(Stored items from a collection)

────────────────────

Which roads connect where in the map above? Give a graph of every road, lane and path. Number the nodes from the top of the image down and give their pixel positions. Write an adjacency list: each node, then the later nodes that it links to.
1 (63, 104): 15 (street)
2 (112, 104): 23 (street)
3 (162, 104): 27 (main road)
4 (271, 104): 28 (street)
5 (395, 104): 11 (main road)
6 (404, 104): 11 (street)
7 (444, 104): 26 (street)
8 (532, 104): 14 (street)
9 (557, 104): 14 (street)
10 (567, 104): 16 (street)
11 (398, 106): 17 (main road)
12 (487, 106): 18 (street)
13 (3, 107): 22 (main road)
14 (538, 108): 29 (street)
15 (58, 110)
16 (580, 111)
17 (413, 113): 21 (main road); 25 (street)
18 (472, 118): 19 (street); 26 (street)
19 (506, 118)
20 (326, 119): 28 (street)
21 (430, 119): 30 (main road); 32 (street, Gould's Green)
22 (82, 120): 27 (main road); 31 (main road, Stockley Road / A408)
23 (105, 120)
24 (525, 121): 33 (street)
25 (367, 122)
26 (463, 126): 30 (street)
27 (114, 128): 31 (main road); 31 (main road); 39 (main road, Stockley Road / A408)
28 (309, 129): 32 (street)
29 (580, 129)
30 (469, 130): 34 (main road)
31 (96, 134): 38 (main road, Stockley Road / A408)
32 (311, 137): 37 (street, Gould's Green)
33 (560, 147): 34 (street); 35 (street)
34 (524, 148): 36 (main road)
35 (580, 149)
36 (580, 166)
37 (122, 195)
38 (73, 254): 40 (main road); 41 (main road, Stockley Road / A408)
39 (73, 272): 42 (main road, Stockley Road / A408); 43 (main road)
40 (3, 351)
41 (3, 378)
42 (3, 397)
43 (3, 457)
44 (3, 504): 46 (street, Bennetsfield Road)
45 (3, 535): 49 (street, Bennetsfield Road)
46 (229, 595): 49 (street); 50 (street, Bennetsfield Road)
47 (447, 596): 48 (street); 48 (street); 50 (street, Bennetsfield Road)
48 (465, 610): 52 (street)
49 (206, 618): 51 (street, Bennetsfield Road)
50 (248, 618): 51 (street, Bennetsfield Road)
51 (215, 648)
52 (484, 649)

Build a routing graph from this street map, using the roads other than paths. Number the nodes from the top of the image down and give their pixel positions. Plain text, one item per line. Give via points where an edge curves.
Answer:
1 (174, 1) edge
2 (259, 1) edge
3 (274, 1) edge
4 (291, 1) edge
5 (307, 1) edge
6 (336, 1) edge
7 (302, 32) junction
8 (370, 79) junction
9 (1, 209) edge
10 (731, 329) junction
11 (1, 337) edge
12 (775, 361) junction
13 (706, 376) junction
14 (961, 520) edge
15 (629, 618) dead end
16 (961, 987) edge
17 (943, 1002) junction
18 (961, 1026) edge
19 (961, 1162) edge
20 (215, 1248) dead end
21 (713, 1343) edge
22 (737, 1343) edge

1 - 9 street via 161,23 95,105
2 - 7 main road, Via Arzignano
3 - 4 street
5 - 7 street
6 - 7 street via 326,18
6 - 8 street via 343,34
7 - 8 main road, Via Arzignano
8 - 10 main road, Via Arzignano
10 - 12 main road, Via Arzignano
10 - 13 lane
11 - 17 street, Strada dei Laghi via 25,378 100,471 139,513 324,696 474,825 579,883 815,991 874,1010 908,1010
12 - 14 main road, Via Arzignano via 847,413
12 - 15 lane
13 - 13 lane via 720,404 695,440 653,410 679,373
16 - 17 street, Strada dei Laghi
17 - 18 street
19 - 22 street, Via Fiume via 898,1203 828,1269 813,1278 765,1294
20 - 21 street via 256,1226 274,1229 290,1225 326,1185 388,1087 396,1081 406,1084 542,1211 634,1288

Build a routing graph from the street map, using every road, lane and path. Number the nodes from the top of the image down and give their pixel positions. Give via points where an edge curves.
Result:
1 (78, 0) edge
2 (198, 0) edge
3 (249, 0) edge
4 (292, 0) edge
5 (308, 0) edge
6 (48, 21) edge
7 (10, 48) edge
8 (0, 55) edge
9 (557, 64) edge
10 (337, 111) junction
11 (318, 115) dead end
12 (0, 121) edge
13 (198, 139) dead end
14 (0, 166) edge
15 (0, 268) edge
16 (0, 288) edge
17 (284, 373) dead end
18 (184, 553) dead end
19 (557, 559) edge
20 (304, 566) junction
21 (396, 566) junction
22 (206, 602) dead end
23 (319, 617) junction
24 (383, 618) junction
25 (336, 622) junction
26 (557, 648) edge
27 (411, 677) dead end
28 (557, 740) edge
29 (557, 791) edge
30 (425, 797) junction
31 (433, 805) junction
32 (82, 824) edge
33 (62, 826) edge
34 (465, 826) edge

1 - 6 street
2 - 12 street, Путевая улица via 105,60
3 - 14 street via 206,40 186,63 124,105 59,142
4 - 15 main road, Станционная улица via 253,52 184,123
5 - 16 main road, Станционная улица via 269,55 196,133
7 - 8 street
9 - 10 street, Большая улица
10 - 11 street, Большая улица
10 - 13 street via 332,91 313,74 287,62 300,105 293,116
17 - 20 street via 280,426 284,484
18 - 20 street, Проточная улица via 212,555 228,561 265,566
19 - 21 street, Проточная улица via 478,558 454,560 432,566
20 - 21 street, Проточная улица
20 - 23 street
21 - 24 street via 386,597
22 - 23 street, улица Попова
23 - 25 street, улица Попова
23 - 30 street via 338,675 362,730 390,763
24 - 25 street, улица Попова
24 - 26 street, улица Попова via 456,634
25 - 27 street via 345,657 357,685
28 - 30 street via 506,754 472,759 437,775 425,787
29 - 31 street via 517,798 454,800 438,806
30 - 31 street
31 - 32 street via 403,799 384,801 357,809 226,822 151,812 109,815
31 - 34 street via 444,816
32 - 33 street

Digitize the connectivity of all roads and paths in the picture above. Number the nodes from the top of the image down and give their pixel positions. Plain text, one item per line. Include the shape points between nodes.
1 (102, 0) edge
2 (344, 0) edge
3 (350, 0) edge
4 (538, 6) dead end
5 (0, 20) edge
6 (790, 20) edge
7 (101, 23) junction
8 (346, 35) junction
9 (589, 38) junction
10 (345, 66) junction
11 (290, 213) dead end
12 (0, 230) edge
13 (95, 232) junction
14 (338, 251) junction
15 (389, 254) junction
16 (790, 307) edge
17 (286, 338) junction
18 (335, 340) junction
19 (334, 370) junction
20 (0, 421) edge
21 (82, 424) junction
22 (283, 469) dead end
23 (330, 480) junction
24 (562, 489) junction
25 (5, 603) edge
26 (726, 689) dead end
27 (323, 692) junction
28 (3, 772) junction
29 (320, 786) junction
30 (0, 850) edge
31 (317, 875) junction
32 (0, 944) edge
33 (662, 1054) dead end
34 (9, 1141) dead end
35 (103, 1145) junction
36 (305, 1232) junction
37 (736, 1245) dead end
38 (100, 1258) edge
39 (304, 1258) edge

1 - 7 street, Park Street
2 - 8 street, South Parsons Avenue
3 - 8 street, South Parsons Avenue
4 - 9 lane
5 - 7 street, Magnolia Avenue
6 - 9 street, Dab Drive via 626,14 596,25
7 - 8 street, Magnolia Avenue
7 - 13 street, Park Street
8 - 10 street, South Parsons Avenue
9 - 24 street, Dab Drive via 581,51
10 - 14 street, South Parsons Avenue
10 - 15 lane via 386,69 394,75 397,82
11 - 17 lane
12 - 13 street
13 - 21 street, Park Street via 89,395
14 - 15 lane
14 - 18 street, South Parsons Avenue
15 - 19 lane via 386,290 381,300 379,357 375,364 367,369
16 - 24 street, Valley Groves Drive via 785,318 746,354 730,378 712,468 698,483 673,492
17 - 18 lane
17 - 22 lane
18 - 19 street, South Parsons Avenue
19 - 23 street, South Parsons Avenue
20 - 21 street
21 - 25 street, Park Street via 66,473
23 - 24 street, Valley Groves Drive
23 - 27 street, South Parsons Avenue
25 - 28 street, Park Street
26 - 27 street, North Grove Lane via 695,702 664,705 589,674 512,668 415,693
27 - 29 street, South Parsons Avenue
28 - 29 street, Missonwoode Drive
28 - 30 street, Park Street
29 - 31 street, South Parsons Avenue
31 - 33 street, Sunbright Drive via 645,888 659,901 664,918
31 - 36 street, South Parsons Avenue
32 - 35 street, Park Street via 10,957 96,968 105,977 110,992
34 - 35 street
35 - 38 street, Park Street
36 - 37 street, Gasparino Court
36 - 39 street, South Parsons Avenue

────────────────────

◆ **DIRECTIONS**
Return one number, the count of lines in the records holding the word "Попова".

◆ **SOLUTION TO THIS EXERCISE**
4